Monday, April 12, 2010

MAM Day 10: Calories and Diets

So sorry this post is late! See my previous post for more details.

Moving on, day 10's topic was supposed to be about the other side of food, counting calories, dieting, and understanding the nutrition facts that accompany food products found in the grocery store. You've seen them, lets talk about what kinds of information we can learn from reading the nutrition facts. This blog post are merely my thoughts on nutrition and my personal attempts to eat and stay healthy. Anyone considering a serious diet should contact a real health care professional before committing to a diet regimen or program.

I grew up learning about the food pyramid and making sure we get enough portions of food in relation to each other. The food pyramid dictated we get 6-11 servings of grains, 3-5 veggies, 2-4 fruits, 2-3 of meats and dairy products and to use fats, oils, and sugar sparingly.

My main question was, what does a "serving" mean? How much qualifies as a single serving of food? Wikipedia says serving size is a confusing term but summarizes the following:
One serving of grain: one cup of whole grain cereal, one fourth of a bagel, one cup of pasta.
One serving of vegetables: five cherry tomatoes, five sticks of celery, one whole carrot.
One serving of fruit: a medium apple, fifteen large grapes, half a banana.
One serving of dairy: one cup of milk, three cheese cubes, half cup of low fat cottage cheese.
One serving of meat: 1/4 chicken breast, daily guide line: one fist full per meal.
Fats and Sugars: as little as possible, dairy and meat contain plenty of necessary fat, while fruits contain enough natural sugars.

In an ideal world, and if everyone knew exactly what a serving size was and cared to follow the suggested healthy diet, perhaps we wouldn't be as obsessed with staying healthy and dieting. Unfortunately, no one really eats to the food pyramid and very few people keep track of exactly what they're eating. Below is the new food "pyramid" which makes more sense and has more concrete target servings.

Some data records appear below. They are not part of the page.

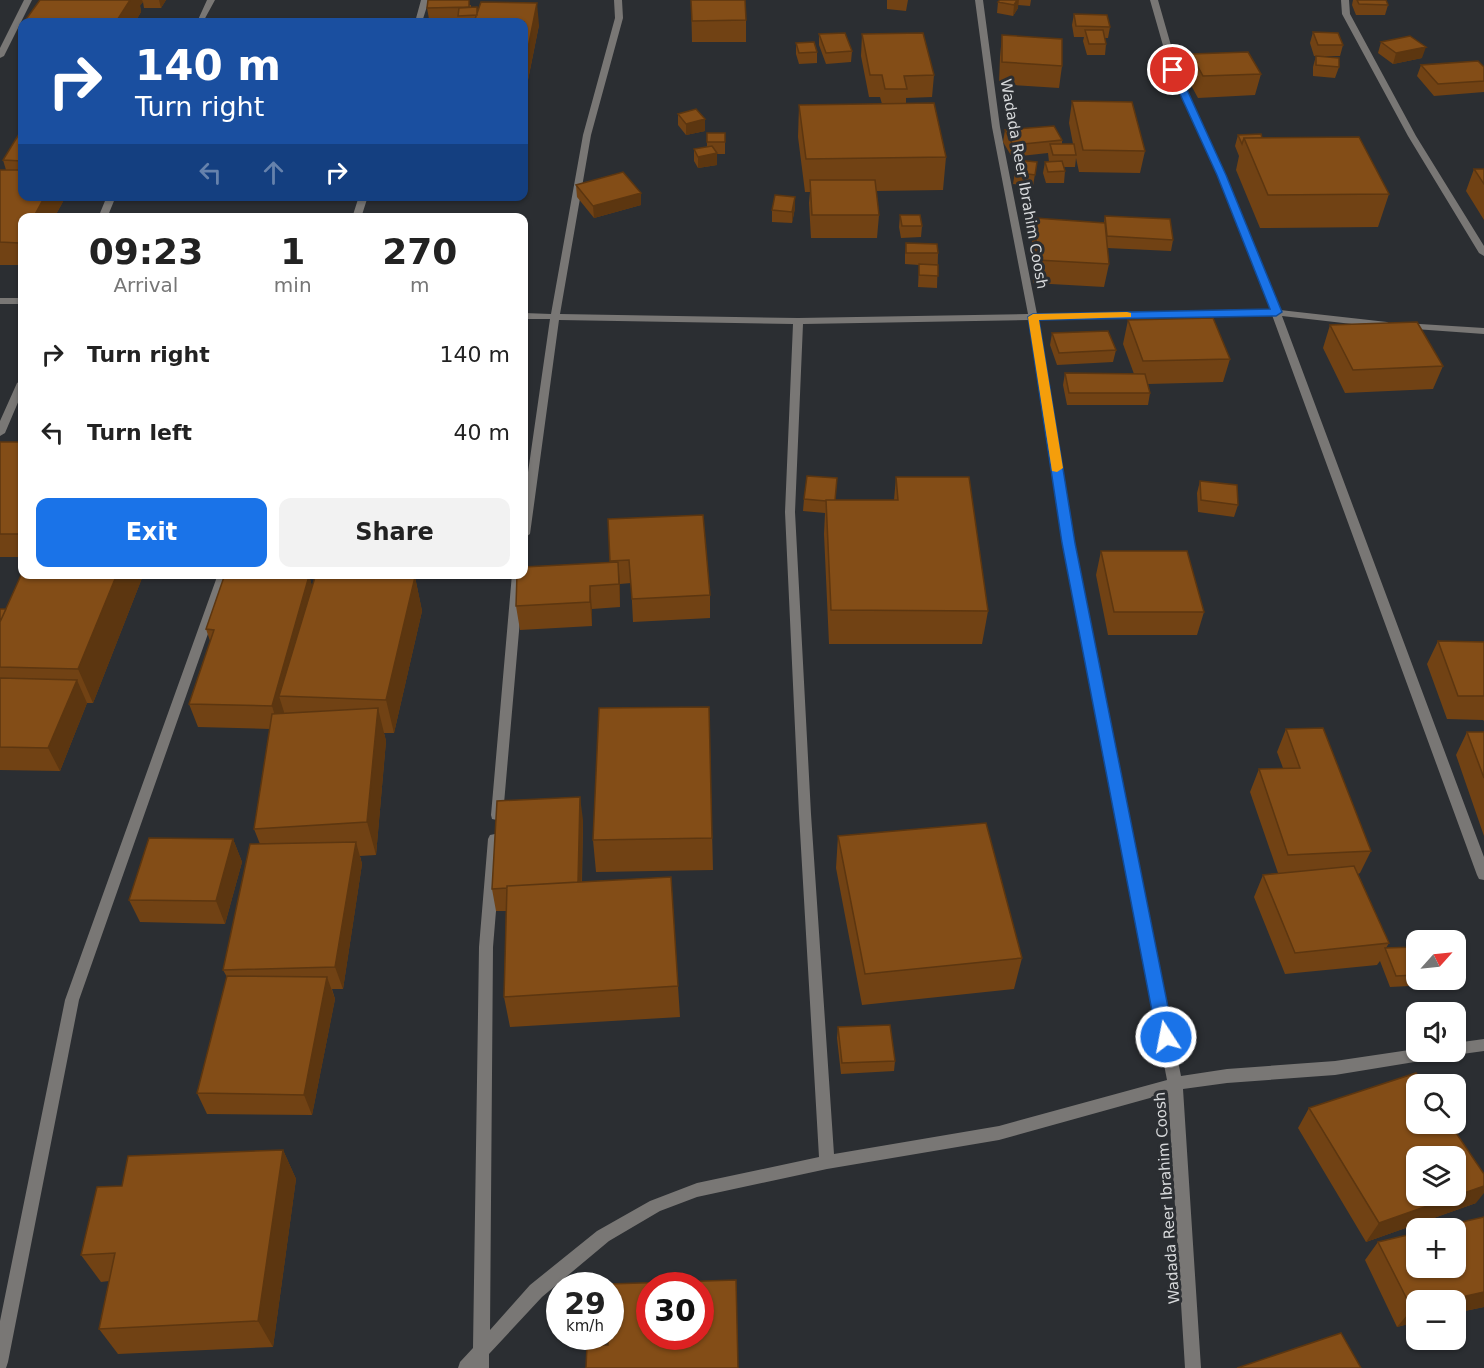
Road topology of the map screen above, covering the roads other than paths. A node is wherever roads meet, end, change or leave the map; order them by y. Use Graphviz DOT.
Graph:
graph roads {
  1 [pos="28,0"];
  2 [pos="211,0"];
  3 [pos="425,0"];
  4 [pos="618,0"];
  5 [pos="978,0"];
  6 [pos="1154,0"];
  7 [pos="1345,0"];
  8 [pos="19,18"];
  9 [pos="202,18"];
  10 [pos="419,18"];
  11 [pos="18,20"];
  12 [pos="0,56"];
  13 [pos="1484,253"];
  14 [pos="0,301"];
  15 [pos="18,301"];
  16 [pos="1276,312"];
  17 [pos="528,316"];
  18 [pos="555,317"];
  19 [pos="1033,317"];
  20 [pos="798,321"];
  21 [pos="1484,331"];
  22 [pos="18,392"];
  23 [pos="0,433"];
  24 [pos="528,506"];
  25 [pos="222,579"];
  26 [pos="518,579"];
  27 [pos="1484,875"];
  28 [pos="1484,1045"];
  29 [pos="1466,1047"];
  30 [pos="1406,1057"];
  31 [pos="1175,1084"];
  32 [pos="827,1162"];
  33 [pos="481,1361"];
  34 [pos="0,1362"];
  35 [pos="466,1368"];
  36 [pos="1193,1368"];
  1 -- 8 [label="street"];
  2 -- 9 [label="street"];
  3 -- 10 [label="street"];
  4 -- 18 [label="street"];
  5 -- 19 [label="street, Wadada Reer Ibrahim Coosh"];
  6 -- 16 [label="street"];
  7 -- 13 [label="street"];
  11 -- 12 [label="street"];
  14 -- 15 [label="street"];
  16 -- 19 [label="street"];
  16 -- 21 [label="street"];
  16 -- 27 [label="street"];
  17 -- 18 [label="street"];
  18 -- 20 [label="street"];
  18 -- 24 [label="street"];
  19 -- 20 [label="street"];
  19 -- 31 [label="street, Wadada Reer Ibrahim Coosh"];
  20 -- 32 [label="street"];
  22 -- 23 [label="street"];
  25 -- 34 [label="street"];
  26 -- 33 [label="street"];
  28 -- 29 [label="street"];
  30 -- 31 [label="street"];
  31 -- 32 [label="street"];
  31 -- 36 [label="street, Wadada Reer Ibrahim Coosh"];
  32 -- 33 [label="street"];
  33 -- 35 [label="street"];
}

Click to see a bigger and slightly different pyramid.

However, it's still hard to stick to these guidlines. Personally, I love eating carbs, steer away from veggies, and munch on candy if it's within arm's reach. I really can't help it.

Sometimes I try to be more conscious of what I'm eating and I feel gross if I have had lots of oil and fatty foods. Some people keep track of calories and make sure they're eating foods that fit in their diet. This is where nutrition facts come in. A large percentage of foods at the grocery store have a table of Nutrion Facts that list different information for processed foods.

It lists grams of fats, cholesterols, sugar, sodium, protein, and carbs. The nutrition facts also list percentage daily values of food, which are based on 2000 calorie diets. The percent daily values are the most obvious math connection for the day. Some people may misinterpret the data and not realize that the serving sizes do actually matter. If a food product, a can of soda perhaps, is 120 calories per 8 oz. servings, a 20 oz. bottle of soda is two and a half times more unhealthy (soda has little to no nutritional value) than just one serving.

I can never eat just 2 tablespoons of this stuff so I end up eating a lot more fat than I should...

Calories are important to us because it's the measurement of energy we need to function throughout the day. In moderation, we also need sugar, sodium, protein, carbs, fats, and cholesterols to maintain a healthy diet. However, balancing our diets is the tough part.

It's also important to take into consideration the fact that not everyone needs to have a 2000 calorie diet. My friend who studied biochemistry in college told me that someone my size probably only needs 1200 calories in a given day to function normally. If my needed calorie range is significantly lower than what the food labels are reporting, my daily value percents need to be adjusted as well.

If I like eating 1/3 a box of pasta for dinner, I'm consuming 84 grams of carbs, which may only be 28% of a 2000 calorie diet, but could be a higher percentage for a 1200 calorie diet

It's a good thing I don't have to worry too much about losing or gaining weight. I don't count my calories or give much thought to the nutrition facts on a daily basis, but for those of you who do, I wish you good luck and a smart nutrition sense!